**WHAT IS REQUIRED:** Set every record down again exactly. Do not carry over the pictures.
** Opening RECORD EXTRACTS block **
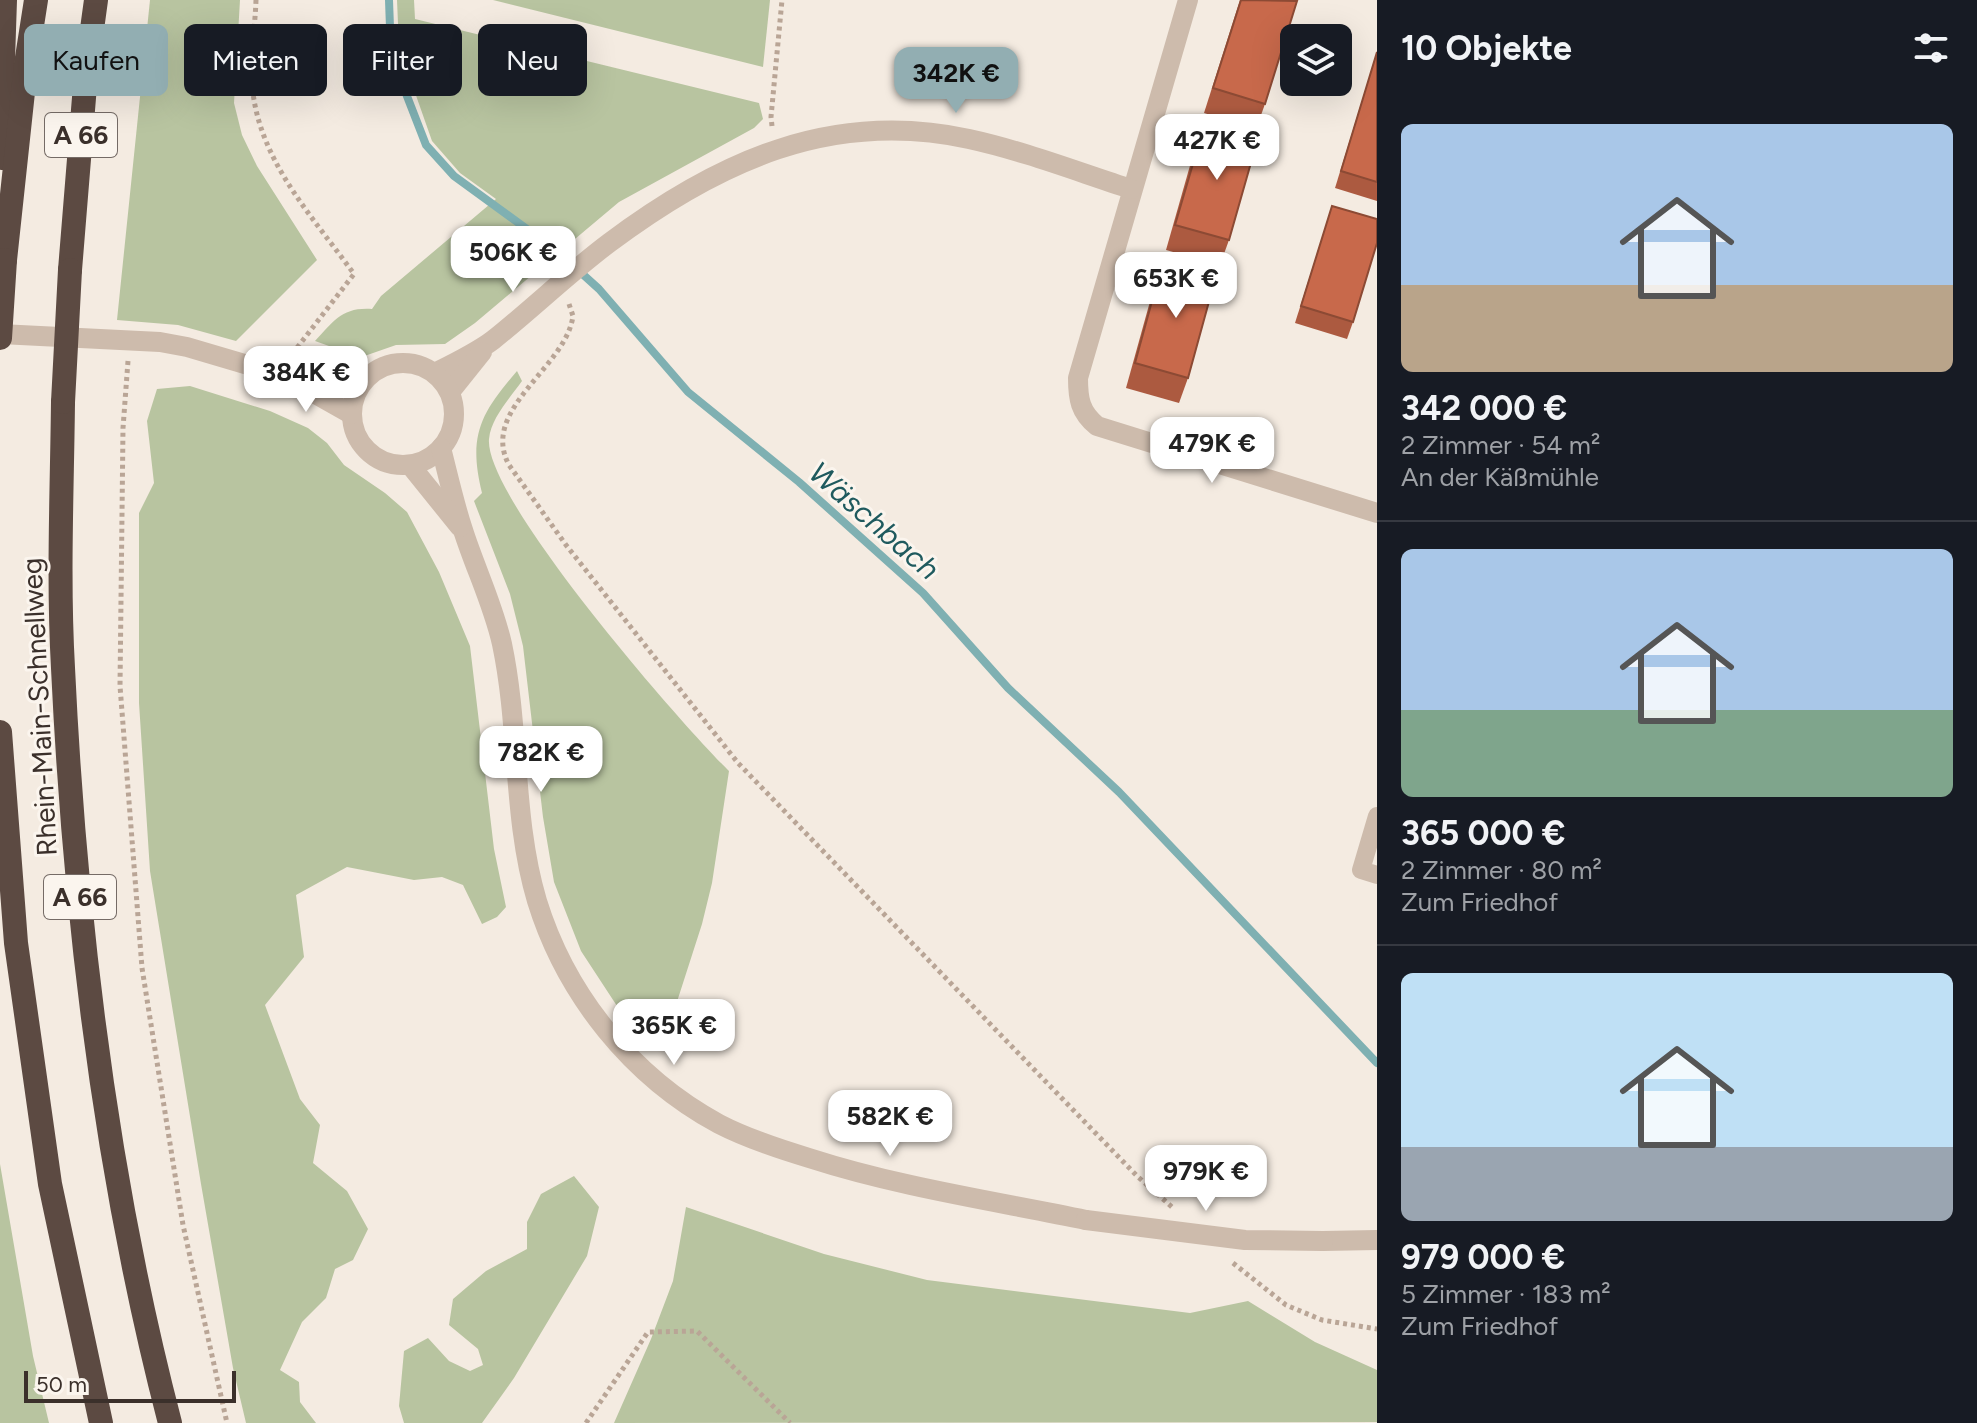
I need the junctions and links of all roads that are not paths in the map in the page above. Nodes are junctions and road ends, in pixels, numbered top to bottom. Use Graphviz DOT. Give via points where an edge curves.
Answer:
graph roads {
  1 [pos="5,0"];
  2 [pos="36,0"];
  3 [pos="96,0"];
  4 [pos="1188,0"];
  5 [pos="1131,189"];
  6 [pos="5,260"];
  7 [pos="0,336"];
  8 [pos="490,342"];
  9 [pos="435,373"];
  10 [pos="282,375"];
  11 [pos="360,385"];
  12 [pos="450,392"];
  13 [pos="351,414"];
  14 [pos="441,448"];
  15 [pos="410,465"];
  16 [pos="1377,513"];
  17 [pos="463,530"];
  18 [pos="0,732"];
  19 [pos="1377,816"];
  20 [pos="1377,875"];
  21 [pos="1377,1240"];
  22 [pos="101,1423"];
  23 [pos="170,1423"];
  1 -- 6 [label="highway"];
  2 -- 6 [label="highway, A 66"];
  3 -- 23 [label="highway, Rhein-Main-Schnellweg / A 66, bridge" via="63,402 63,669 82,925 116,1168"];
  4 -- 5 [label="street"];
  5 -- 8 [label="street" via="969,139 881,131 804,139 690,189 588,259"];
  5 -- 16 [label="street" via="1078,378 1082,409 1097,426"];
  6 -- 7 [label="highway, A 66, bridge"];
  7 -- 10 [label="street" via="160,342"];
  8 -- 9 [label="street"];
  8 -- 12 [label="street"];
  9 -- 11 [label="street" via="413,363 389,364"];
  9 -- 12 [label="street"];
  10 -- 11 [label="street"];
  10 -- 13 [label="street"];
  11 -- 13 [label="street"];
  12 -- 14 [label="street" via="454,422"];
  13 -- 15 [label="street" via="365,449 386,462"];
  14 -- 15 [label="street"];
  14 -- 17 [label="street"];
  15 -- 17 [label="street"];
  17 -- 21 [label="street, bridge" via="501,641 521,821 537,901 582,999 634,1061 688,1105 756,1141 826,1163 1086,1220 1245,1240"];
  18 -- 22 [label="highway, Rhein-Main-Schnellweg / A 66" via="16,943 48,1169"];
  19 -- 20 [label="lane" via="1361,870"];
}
** Closing RECORD EXTRACTS block **
**SOLUTION TO THE PROBLEM:**
I need the junctions and links of all roads that are not paths in the map in the page above. Nodes are junctions and road ends, in pixels, numbered top to bottom. Use Graphviz DOT. Give via points where an edge curves.
Answer:
graph roads {
  1 [pos="5,0"];
  2 [pos="36,0"];
  3 [pos="96,0"];
  4 [pos="1188,0"];
  5 [pos="1131,189"];
  6 [pos="5,260"];
  7 [pos="0,336"];
  8 [pos="490,342"];
  9 [pos="435,373"];
  10 [pos="282,375"];
  11 [pos="360,385"];
  12 [pos="450,392"];
  13 [pos="351,414"];
  14 [pos="441,448"];
  15 [pos="410,465"];
  16 [pos="1377,513"];
  17 [pos="463,530"];
  18 [pos="0,732"];
  19 [pos="1377,816"];
  20 [pos="1377,875"];
  21 [pos="1377,1240"];
  22 [pos="101,1423"];
  23 [pos="170,1423"];
  1 -- 6 [label="highway"];
  2 -- 6 [label="highway, A 66"];
  3 -- 23 [label="highway, Rhein-Main-Schnellweg / A 66, bridge" via="63,402 63,669 82,925 116,1168"];
  4 -- 5 [label="street"];
  5 -- 8 [label="street" via="969,139 881,131 804,139 690,189 588,259"];
  5 -- 16 [label="street" via="1078,378 1082,409 1097,426"];
  6 -- 7 [label="highway, A 66, bridge"];
  7 -- 10 [label="street" via="160,342"];
  8 -- 9 [label="street"];
  8 -- 12 [label="street"];
  9 -- 11 [label="street" via="413,363 389,364"];
  9 -- 12 [label="street"];
  10 -- 11 [label="street"];
  10 -- 13 [label="street"];
  11 -- 13 [label="street"];
  12 -- 14 [label="street" via="454,422"];
  13 -- 15 [label="street" via="365,449 386,462"];
  14 -- 15 [label="street"];
  14 -- 17 [label="street"];
  15 -- 17 [label="street"];
  17 -- 21 [label="street, bridge" via="501,641 521,821 537,901 582,999 634,1061 688,1105 756,1141 826,1163 1086,1220 1245,1240"];
  18 -- 22 [label="highway, Rhein-Main-Schnellweg / A 66" via="16,943 48,1169"];
  19 -- 20 [label="lane" via="1361,870"];
}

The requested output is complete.